## [Exercise brief]
Copy out all lines of the records in which the word "Willowa" appears.

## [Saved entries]
_ _ _ _ _

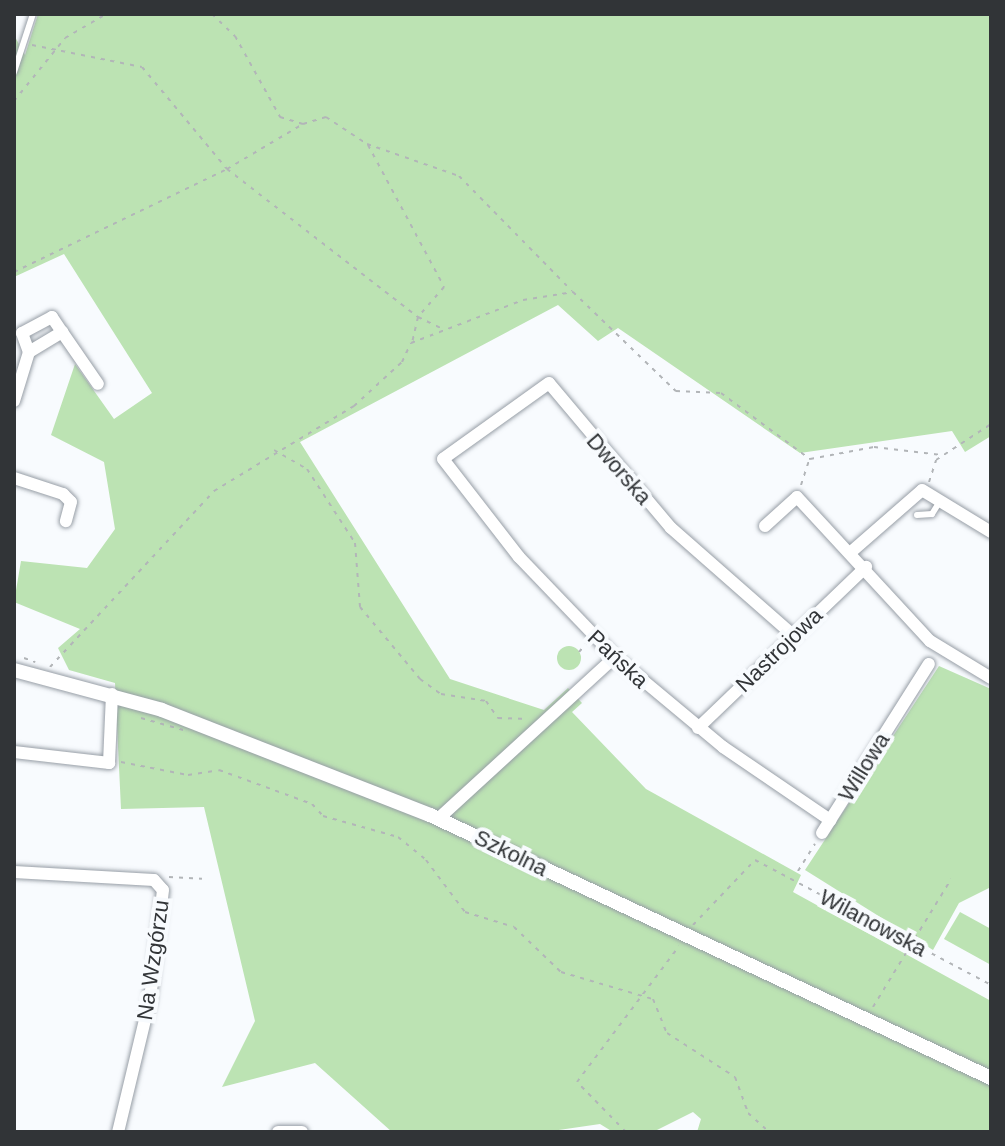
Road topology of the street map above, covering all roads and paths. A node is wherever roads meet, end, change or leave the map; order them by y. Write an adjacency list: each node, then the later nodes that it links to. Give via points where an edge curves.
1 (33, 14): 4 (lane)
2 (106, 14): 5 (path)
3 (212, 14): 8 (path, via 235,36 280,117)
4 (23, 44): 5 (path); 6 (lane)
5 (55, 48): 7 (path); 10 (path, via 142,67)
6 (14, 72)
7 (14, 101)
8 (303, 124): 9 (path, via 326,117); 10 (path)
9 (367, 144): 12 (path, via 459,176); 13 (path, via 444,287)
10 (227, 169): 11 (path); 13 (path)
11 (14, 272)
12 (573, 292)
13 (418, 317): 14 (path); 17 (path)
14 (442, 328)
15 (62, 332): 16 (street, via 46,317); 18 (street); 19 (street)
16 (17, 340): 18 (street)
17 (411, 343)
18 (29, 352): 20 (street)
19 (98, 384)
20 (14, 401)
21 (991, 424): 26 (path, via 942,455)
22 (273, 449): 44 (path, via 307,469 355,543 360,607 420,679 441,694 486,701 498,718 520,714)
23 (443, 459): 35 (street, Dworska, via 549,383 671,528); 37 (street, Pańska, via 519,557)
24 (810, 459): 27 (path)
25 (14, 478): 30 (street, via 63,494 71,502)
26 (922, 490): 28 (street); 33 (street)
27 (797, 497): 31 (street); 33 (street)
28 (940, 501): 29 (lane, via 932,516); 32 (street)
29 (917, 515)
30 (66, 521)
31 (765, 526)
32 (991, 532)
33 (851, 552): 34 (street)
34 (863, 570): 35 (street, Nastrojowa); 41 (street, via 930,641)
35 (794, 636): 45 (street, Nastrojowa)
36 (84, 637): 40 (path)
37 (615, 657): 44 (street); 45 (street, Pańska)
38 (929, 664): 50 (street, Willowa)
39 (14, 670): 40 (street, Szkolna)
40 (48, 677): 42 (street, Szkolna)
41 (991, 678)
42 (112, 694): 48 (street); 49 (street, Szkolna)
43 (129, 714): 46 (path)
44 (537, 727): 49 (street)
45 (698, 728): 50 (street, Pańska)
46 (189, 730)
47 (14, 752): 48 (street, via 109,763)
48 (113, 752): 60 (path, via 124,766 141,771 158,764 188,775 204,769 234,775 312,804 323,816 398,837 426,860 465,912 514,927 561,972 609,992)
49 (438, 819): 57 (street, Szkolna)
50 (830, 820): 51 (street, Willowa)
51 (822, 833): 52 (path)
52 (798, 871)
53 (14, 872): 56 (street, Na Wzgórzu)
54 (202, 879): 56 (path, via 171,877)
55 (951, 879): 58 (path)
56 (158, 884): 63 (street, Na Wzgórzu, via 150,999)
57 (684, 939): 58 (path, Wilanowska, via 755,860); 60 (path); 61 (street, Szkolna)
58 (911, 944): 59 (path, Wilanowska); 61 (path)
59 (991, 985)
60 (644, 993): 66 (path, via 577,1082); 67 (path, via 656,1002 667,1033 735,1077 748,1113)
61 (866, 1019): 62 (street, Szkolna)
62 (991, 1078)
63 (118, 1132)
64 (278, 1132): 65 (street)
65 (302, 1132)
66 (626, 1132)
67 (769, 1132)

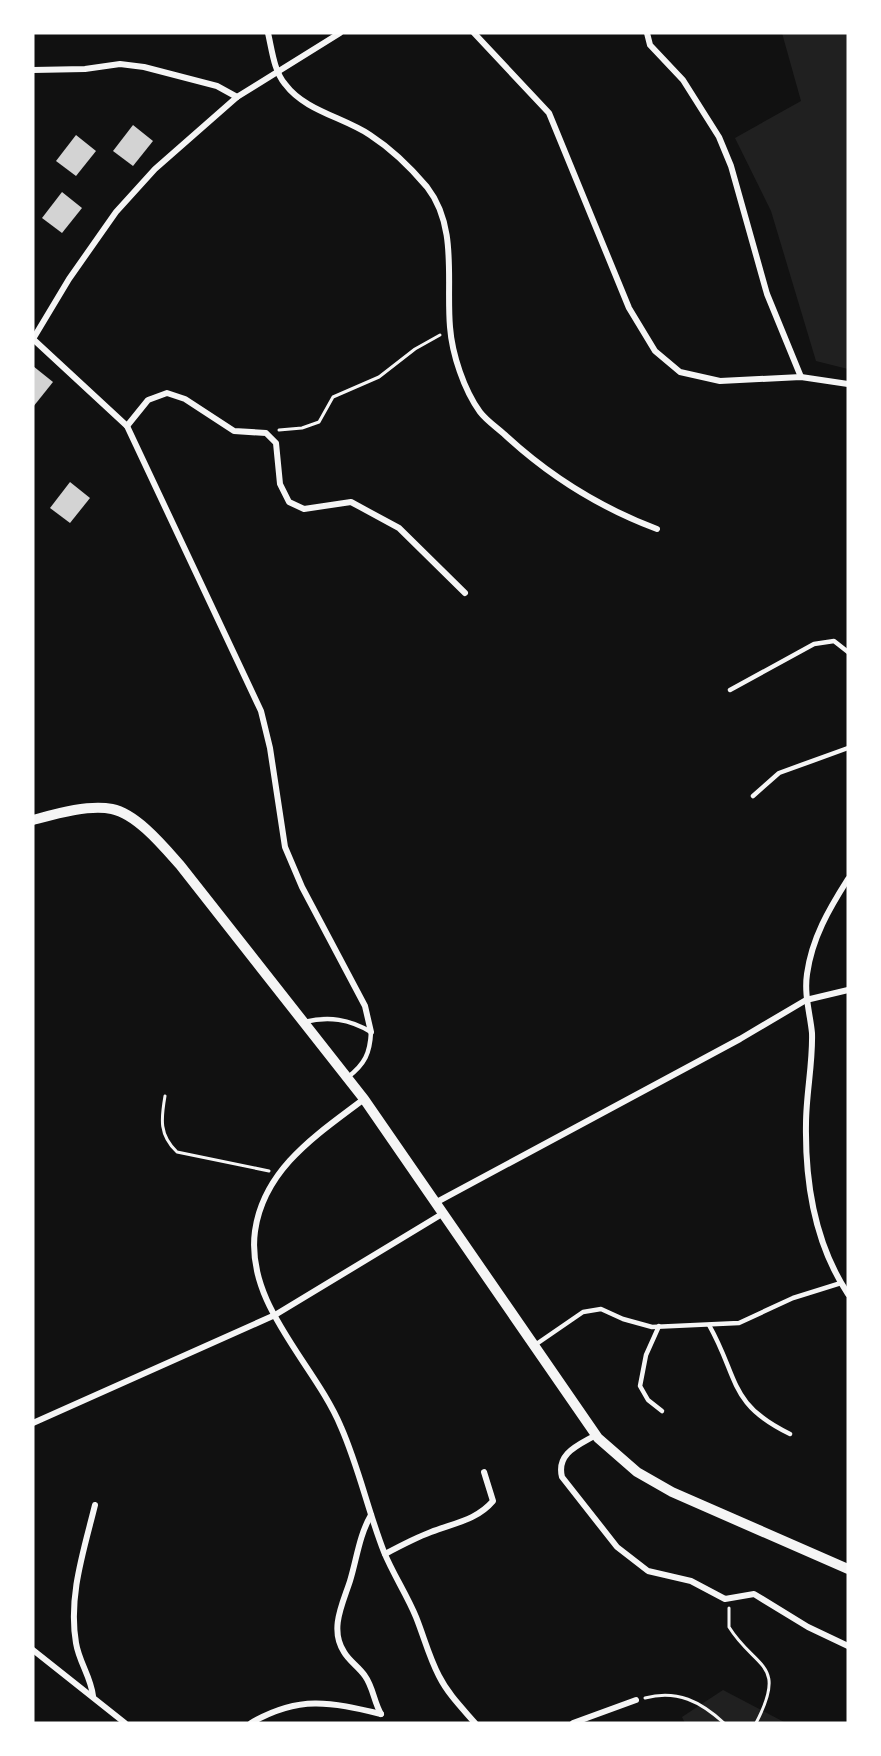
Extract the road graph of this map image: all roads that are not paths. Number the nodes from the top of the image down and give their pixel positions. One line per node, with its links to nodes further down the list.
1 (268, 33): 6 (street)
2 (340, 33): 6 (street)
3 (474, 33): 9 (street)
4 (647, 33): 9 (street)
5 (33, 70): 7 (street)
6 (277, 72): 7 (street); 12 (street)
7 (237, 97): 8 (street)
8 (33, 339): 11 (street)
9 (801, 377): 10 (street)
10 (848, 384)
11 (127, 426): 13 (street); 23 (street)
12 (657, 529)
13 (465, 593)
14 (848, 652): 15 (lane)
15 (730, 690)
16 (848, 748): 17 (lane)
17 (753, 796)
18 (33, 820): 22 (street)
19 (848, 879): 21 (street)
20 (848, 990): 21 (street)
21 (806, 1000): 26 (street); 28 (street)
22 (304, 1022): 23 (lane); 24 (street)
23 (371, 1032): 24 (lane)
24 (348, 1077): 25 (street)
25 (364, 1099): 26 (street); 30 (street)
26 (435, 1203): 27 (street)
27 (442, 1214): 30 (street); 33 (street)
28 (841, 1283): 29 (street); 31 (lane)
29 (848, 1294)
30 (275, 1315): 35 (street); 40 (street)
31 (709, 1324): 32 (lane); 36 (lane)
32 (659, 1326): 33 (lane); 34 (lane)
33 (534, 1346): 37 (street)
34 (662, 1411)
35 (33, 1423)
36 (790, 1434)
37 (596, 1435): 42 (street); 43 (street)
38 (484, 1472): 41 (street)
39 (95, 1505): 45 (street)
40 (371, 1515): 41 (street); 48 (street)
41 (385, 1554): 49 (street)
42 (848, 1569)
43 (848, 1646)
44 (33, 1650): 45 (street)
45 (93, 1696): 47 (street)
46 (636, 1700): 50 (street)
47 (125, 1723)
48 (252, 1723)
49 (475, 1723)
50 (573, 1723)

_ _ _ _ _

## [Result for this exercise]
38 (929, 664): 50 (street, Willowa)
50 (830, 820): 51 (street, Willowa)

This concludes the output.